The clip of Romney's comments was released Friday morning.

Romney said Obama's "campaigning" damages his ability to work with Republicans. 

"That causes the Republicans to retrench and to put up a wall and to fight back," Romney said. "It's a very natural human emotion. The president has the opportunity to lead the nation and to bring Republicans and Democrats together.  It's a job he's got to do and it's a job only the president can do."

On Friday Obama met with Senate Majority Leader Harry Reid (D-Nev.), Senate Minority Leader Mitch McConnell (R-Ky.), Speaker John Boehner (R-Ohio) and House Minority Leader Nancy Pelosi (D-Calif.) to discuss the sequester.

In the Fox interview, Romney also reflected on life after losing the 2012 election. He compared the campaign to an "exciting and thrilling" roller coaster ride, but says he's done with presidential politics. 

"We were on a roller coaster, exciting and thrilling, ups and downs. But the ride ends," Romney said.

"And then you get off.
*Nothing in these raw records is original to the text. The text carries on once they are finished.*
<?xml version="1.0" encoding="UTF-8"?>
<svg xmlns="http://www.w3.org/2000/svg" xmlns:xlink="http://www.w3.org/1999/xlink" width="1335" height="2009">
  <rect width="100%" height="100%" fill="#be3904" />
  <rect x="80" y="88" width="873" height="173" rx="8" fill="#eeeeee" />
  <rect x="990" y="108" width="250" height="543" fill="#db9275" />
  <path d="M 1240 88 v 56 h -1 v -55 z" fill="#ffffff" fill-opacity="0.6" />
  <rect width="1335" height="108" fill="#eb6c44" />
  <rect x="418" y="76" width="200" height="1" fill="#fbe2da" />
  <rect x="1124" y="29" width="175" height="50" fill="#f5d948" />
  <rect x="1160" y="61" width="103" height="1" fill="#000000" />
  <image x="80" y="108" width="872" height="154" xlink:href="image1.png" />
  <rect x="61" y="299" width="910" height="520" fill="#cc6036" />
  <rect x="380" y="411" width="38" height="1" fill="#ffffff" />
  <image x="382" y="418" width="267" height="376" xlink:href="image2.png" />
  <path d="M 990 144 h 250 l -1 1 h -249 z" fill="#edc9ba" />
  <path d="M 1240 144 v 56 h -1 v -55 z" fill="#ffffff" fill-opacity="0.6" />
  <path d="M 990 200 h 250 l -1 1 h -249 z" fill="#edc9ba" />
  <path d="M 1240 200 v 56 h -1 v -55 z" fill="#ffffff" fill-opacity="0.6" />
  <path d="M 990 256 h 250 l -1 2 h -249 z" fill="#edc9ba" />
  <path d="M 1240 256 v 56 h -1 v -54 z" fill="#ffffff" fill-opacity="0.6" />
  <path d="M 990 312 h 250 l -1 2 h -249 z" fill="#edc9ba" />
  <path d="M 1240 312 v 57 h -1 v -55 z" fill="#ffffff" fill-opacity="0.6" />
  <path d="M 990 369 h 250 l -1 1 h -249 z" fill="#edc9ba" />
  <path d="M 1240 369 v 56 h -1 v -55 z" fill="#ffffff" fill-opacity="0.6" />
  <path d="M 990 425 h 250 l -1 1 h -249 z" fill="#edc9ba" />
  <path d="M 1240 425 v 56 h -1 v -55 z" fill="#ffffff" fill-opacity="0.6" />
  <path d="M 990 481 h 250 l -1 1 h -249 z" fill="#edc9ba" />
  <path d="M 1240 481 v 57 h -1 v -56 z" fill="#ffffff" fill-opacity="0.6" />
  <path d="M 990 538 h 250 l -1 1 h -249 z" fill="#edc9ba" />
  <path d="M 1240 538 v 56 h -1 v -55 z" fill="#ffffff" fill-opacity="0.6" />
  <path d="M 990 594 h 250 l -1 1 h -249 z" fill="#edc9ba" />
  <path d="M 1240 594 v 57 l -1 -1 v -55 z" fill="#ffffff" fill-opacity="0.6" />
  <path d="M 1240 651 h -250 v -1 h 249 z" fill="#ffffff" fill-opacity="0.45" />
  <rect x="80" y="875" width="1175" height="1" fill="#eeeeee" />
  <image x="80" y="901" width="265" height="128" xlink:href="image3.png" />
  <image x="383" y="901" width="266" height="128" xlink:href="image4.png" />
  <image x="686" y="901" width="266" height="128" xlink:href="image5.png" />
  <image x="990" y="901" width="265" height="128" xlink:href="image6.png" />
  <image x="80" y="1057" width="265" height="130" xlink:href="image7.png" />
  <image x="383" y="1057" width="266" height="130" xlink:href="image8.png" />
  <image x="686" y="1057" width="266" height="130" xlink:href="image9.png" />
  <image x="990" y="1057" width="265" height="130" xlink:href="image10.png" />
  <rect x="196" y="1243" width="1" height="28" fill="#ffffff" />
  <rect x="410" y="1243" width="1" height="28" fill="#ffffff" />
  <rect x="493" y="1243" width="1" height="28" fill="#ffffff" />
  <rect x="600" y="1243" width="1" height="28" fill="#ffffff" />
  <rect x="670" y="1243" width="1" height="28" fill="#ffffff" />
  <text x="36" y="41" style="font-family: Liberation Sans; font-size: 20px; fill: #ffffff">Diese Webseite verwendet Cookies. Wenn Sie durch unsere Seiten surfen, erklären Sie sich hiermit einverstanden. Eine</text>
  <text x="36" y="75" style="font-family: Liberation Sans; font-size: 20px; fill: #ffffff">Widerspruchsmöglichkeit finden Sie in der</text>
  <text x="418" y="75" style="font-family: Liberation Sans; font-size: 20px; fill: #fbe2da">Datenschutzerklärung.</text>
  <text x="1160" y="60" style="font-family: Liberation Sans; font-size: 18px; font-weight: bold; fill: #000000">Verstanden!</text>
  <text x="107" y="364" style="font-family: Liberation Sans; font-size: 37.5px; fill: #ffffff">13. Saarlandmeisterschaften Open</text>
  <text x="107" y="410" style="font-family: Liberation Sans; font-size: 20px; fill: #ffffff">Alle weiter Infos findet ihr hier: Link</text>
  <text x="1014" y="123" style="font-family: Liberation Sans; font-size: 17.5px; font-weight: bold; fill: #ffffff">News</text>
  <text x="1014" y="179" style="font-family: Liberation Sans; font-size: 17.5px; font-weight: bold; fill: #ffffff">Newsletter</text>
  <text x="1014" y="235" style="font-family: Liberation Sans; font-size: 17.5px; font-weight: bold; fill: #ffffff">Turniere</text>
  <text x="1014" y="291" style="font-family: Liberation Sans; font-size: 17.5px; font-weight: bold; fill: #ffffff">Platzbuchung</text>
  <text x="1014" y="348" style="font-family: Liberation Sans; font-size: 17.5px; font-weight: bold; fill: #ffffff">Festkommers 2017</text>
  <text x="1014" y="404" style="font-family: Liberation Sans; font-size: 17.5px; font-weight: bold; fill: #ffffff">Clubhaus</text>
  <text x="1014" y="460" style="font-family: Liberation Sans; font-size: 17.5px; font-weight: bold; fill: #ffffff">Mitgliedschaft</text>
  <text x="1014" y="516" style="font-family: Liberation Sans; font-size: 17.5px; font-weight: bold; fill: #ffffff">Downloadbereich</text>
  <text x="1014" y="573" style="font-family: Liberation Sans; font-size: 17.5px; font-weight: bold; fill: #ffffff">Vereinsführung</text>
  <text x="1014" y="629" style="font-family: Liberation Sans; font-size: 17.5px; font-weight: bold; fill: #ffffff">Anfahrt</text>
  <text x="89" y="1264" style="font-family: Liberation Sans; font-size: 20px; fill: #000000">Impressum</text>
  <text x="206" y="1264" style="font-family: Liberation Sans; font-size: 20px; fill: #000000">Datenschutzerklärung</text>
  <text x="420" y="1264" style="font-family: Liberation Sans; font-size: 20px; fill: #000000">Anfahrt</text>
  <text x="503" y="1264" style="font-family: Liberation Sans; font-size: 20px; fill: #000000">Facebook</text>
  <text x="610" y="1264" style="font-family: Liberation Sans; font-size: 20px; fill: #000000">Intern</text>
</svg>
And it's not like, oh, can't we be on a roller coaster the rest of our life? It's like, no, the ride's over." 

Romney and his wife, Ann, sat down with Fox for their first post-campaign interview. Ann Romney described life after the campaign as an "adjustment."

"In our church, we're used to serving and, you know, you can be in a very high position, but you recognize you're serving. And now all of a sudden, you're released and you're nobody," Ann Romney said. 

"And we're used to that. It's like we came and stepped forward to serve. And you know, the other part of it was an amazing thing, and it was really quite a lot of energy and a lot of passion and a lot of — a lot of people around us and all of a sudden it was nothing."

Romney has kept a relatively low profile since the election, but is set appear at the Conservative Political Action Conference in Washington next month. 

"I look forward to saying thank you to the many friends and supporters who were instrumental in helping my campaign,” Romney said in a statement.